> Given data:
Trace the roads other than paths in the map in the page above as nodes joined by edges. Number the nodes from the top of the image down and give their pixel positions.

...

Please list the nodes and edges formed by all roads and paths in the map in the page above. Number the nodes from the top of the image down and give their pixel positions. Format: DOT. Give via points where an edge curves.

* * *

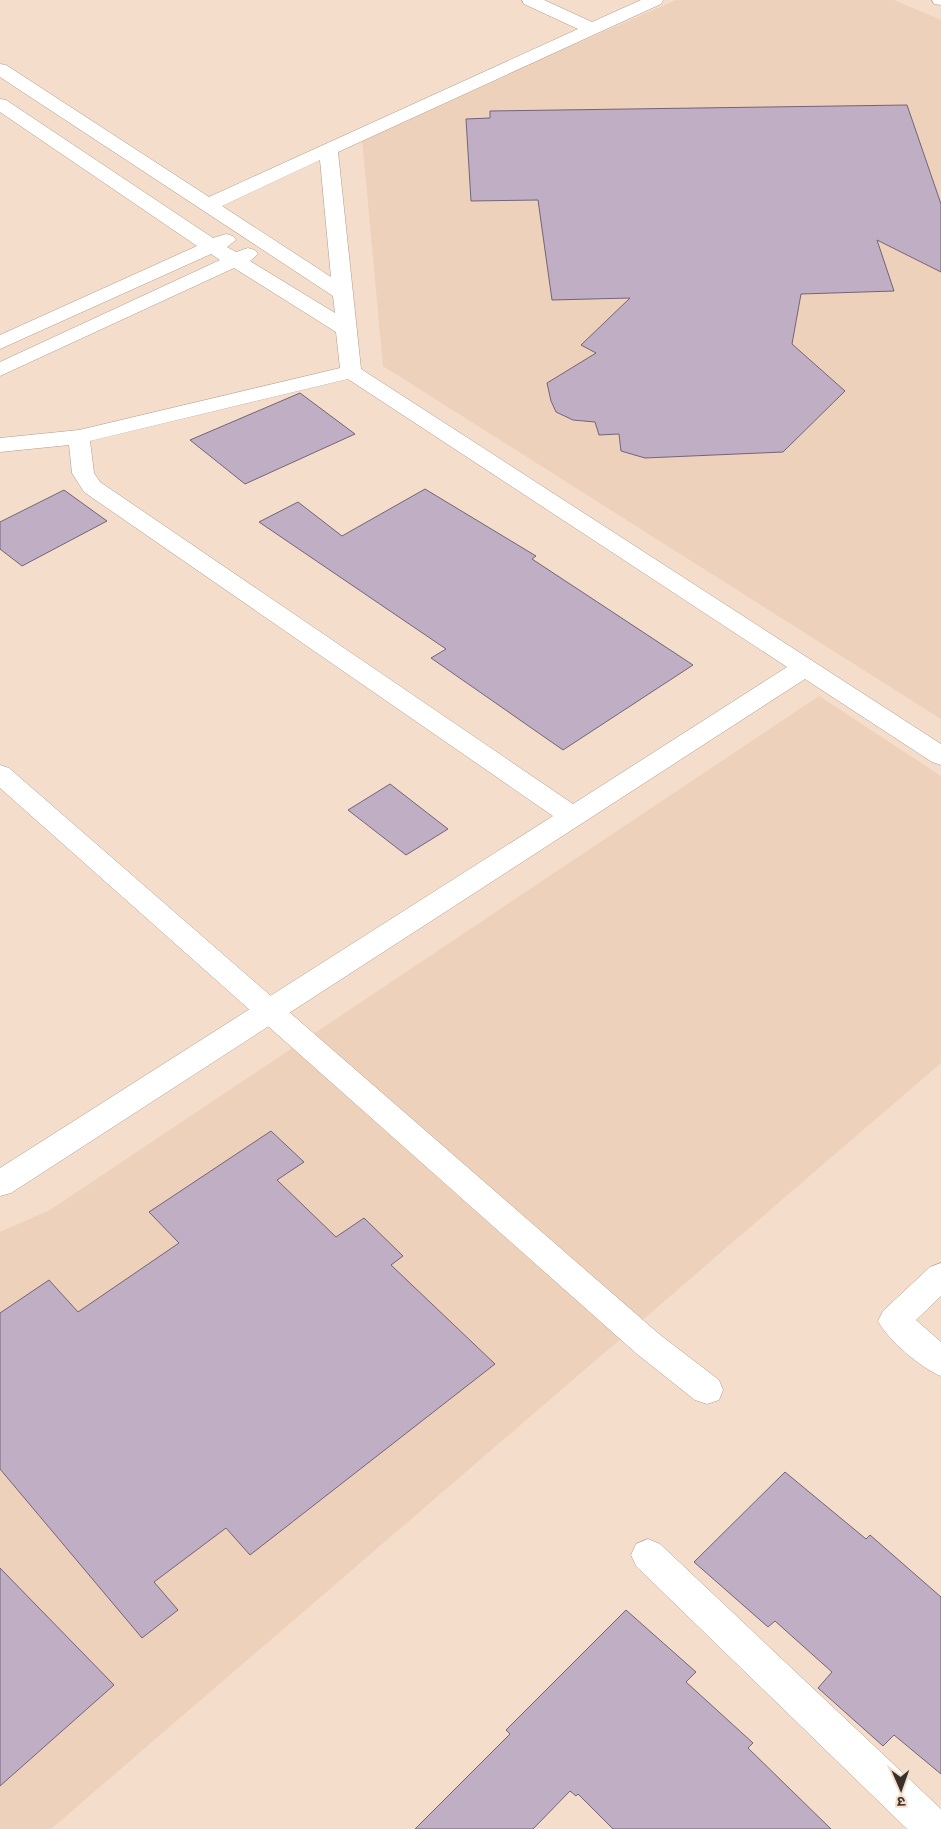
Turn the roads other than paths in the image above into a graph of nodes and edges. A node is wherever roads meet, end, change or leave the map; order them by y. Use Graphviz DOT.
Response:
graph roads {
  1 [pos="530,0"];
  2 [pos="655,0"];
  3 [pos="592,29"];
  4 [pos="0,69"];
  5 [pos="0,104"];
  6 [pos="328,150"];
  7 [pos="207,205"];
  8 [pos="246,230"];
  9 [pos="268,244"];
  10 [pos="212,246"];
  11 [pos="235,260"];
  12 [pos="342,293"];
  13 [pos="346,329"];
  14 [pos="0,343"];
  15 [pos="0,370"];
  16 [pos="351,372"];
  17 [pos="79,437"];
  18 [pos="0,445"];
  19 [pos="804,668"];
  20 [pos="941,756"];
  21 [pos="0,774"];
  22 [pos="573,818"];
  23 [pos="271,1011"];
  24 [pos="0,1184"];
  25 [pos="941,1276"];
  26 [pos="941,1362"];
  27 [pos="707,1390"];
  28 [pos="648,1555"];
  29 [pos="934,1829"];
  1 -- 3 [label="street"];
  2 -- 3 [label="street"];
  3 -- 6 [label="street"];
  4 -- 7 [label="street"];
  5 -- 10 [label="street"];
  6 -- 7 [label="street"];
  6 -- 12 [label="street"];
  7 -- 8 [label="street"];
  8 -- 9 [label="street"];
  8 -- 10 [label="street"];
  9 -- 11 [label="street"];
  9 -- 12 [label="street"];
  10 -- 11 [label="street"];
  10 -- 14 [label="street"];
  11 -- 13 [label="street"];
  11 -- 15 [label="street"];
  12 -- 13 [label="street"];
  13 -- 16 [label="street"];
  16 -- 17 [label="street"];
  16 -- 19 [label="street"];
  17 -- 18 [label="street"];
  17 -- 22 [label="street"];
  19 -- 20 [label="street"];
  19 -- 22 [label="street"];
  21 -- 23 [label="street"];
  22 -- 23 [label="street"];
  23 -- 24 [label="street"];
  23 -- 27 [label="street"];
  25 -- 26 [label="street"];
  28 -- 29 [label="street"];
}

> Your assignment:
Out of the records, collect only those lines that contain the string "Number".

> Written response:
Trace the roads other than paths in the map in the page above as nodes joined by edges. Number the nodes from the top of the image down and give their pixel positions.
Please list the nodes and edges formed by all roads and paths in the map in the page above. Number the nodes from the top of the image down and give their pixel positions. Format: DOT. Give via points where an edge curves.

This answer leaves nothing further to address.